What the exercise asks
Scan the material below and count each line with the string "from". Reply with the count alone.

Dataset records
====

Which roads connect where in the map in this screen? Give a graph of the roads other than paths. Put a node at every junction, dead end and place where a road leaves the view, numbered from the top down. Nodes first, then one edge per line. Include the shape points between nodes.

====

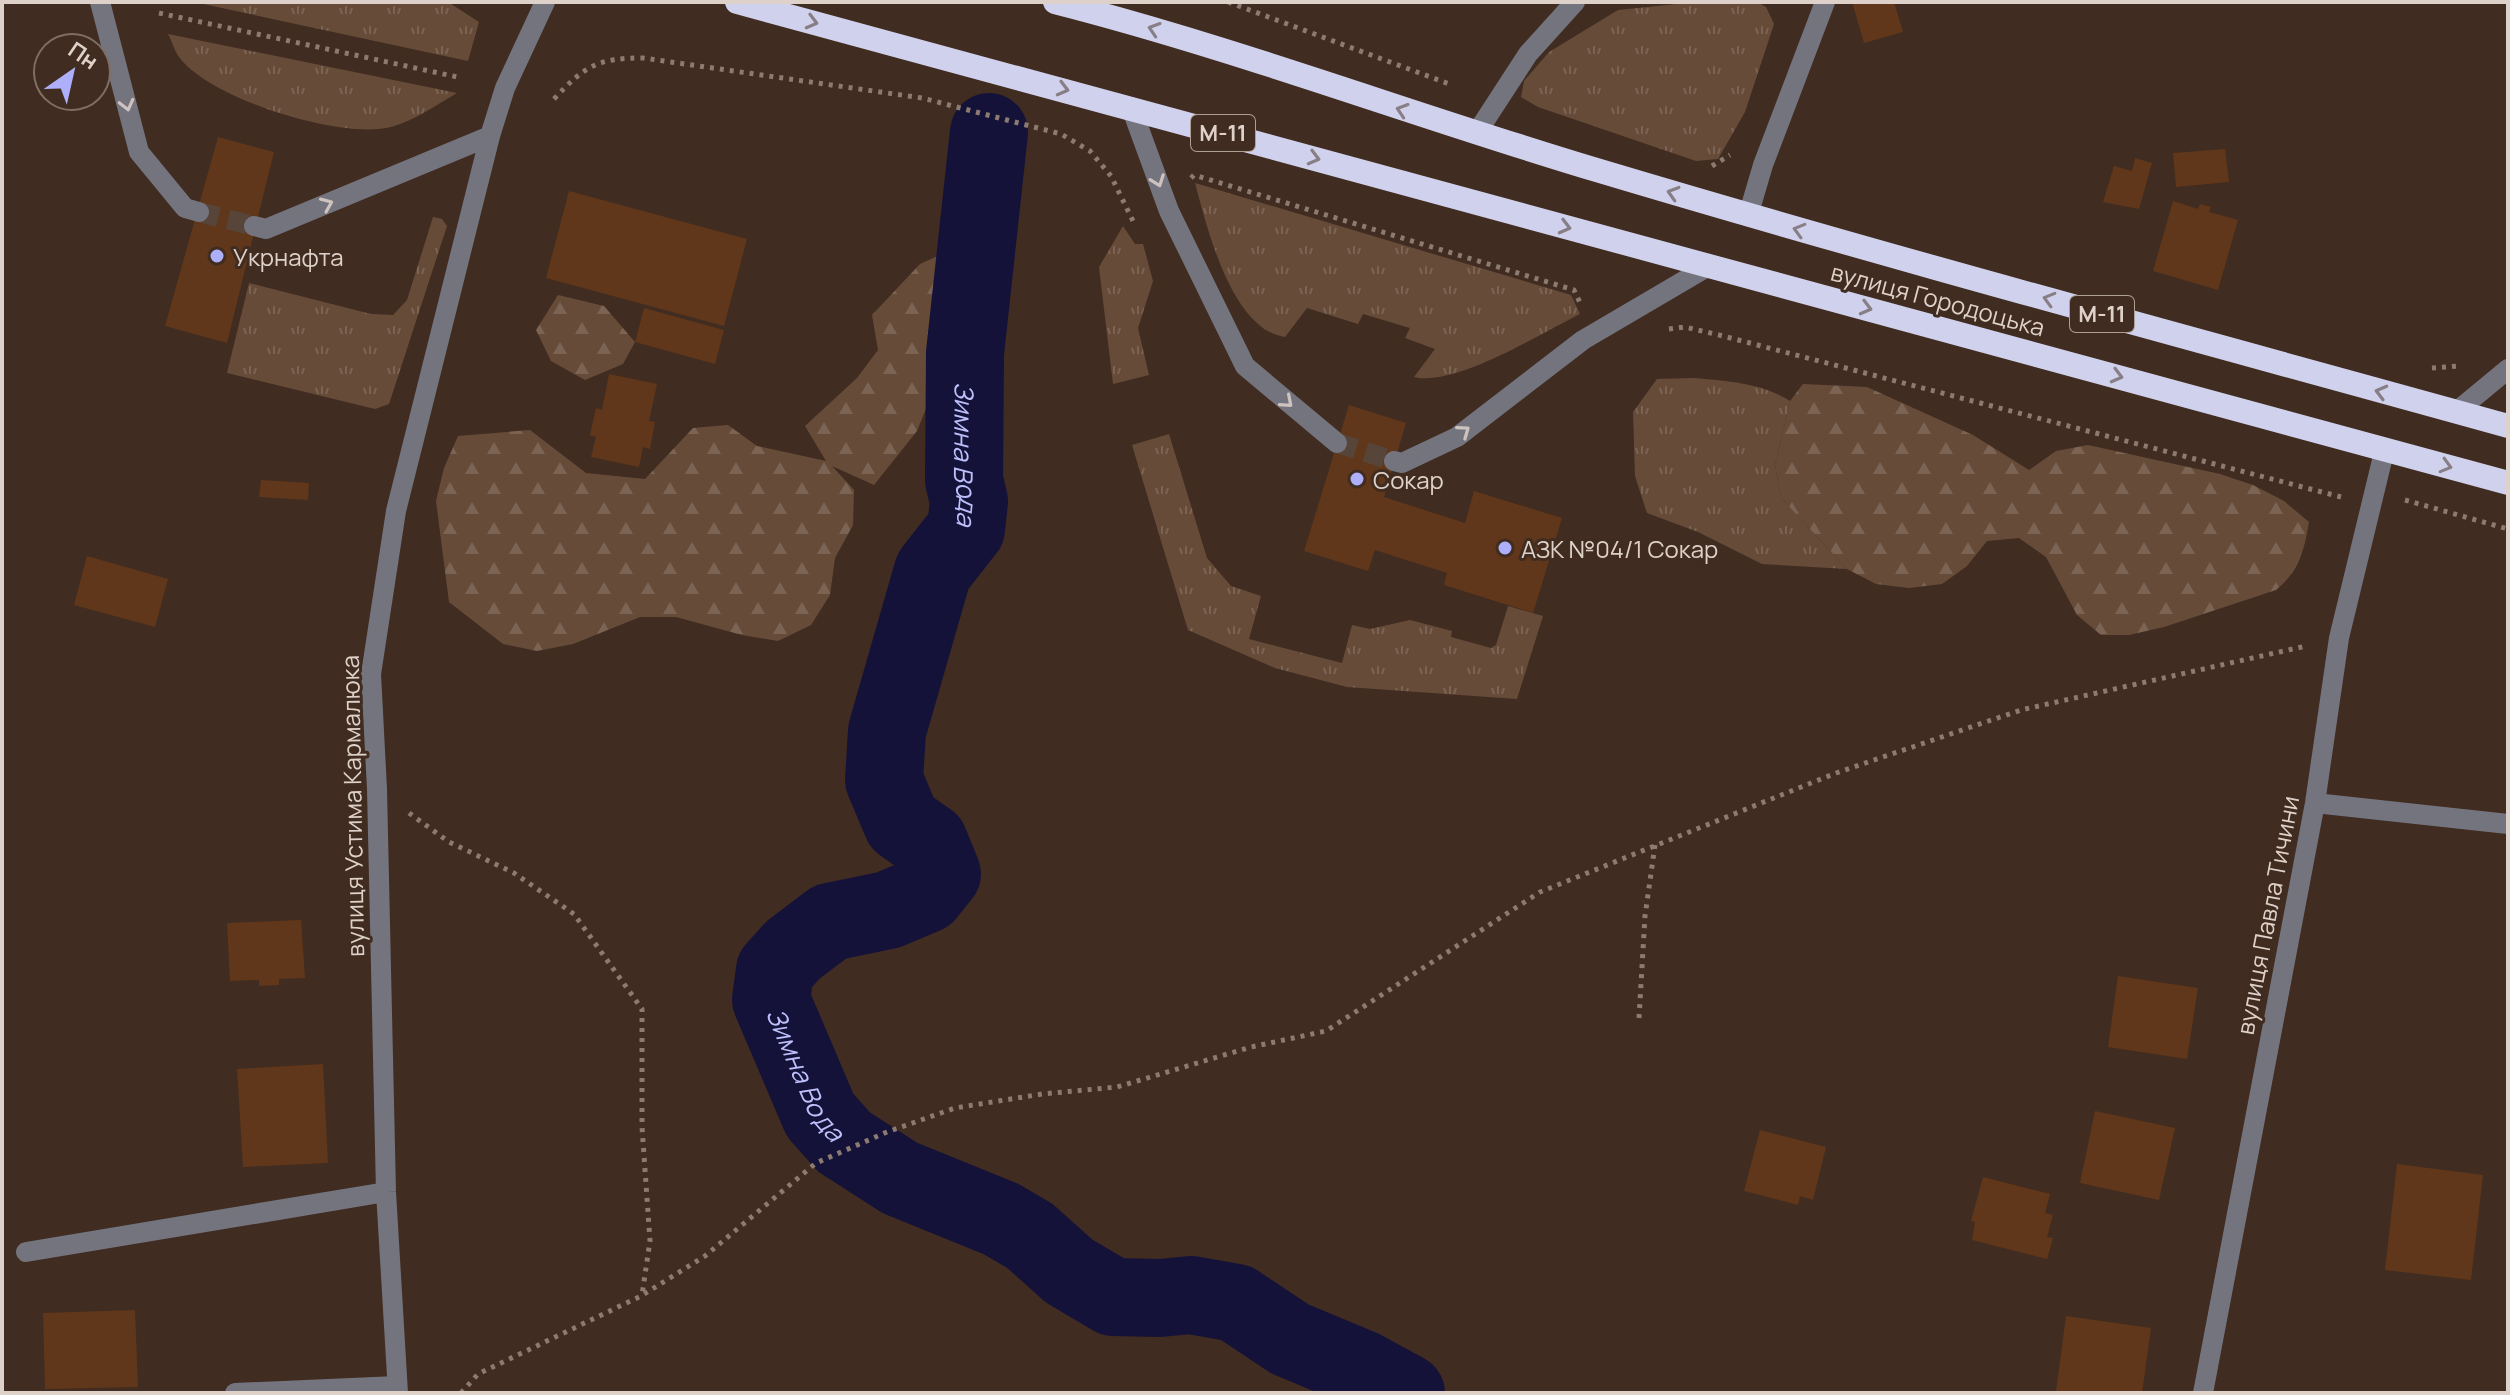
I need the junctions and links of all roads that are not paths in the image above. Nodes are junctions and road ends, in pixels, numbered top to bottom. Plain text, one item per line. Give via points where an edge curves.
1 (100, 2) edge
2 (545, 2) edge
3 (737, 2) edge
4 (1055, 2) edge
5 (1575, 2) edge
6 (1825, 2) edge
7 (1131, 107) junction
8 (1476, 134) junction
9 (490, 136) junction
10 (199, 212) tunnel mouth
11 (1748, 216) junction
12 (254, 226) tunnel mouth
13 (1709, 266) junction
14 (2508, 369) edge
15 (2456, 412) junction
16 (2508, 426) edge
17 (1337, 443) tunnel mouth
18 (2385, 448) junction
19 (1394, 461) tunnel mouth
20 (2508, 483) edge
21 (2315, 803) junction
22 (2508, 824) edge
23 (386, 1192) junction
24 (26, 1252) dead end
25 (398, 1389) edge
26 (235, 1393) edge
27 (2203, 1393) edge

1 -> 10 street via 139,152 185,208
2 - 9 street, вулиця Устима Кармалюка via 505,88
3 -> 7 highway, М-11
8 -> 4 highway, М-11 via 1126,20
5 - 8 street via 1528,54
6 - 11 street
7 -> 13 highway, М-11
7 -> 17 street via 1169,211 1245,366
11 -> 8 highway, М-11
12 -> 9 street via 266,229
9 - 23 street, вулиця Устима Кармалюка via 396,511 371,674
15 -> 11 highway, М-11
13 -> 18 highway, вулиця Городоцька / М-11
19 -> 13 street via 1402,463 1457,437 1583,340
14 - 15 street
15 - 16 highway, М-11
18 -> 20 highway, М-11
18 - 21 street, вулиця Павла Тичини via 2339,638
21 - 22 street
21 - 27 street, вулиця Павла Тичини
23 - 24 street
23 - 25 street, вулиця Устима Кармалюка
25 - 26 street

====

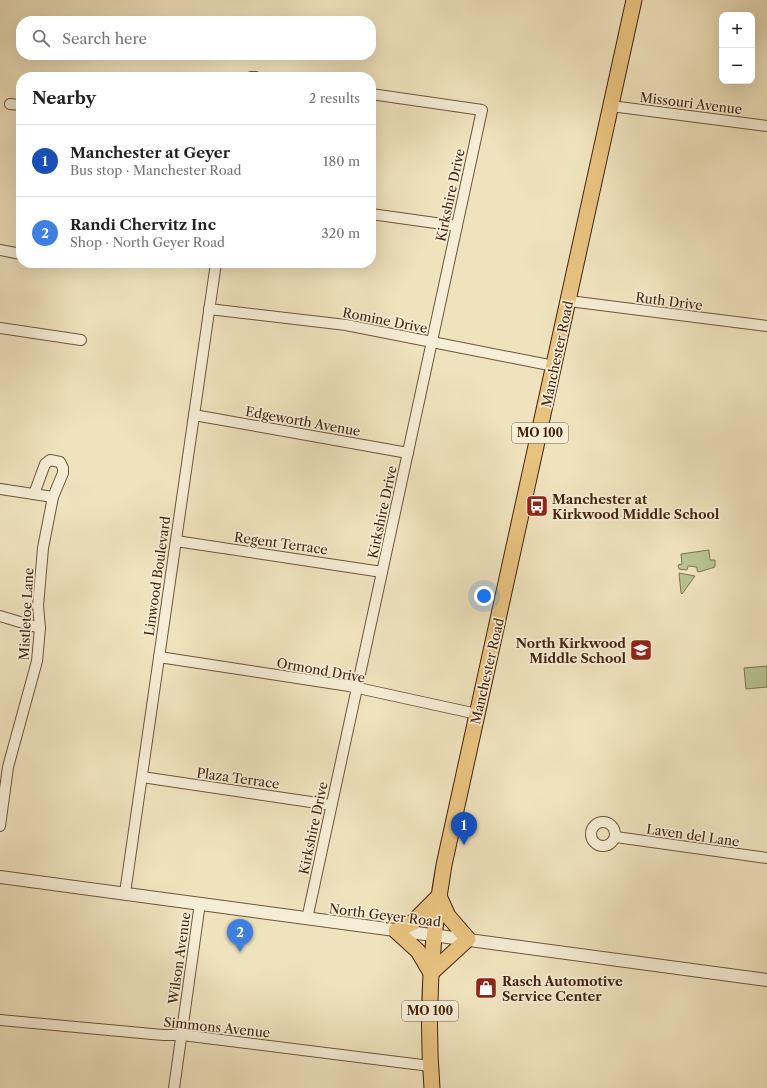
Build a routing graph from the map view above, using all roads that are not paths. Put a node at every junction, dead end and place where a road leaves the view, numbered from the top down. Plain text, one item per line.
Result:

====

Solved exercise
2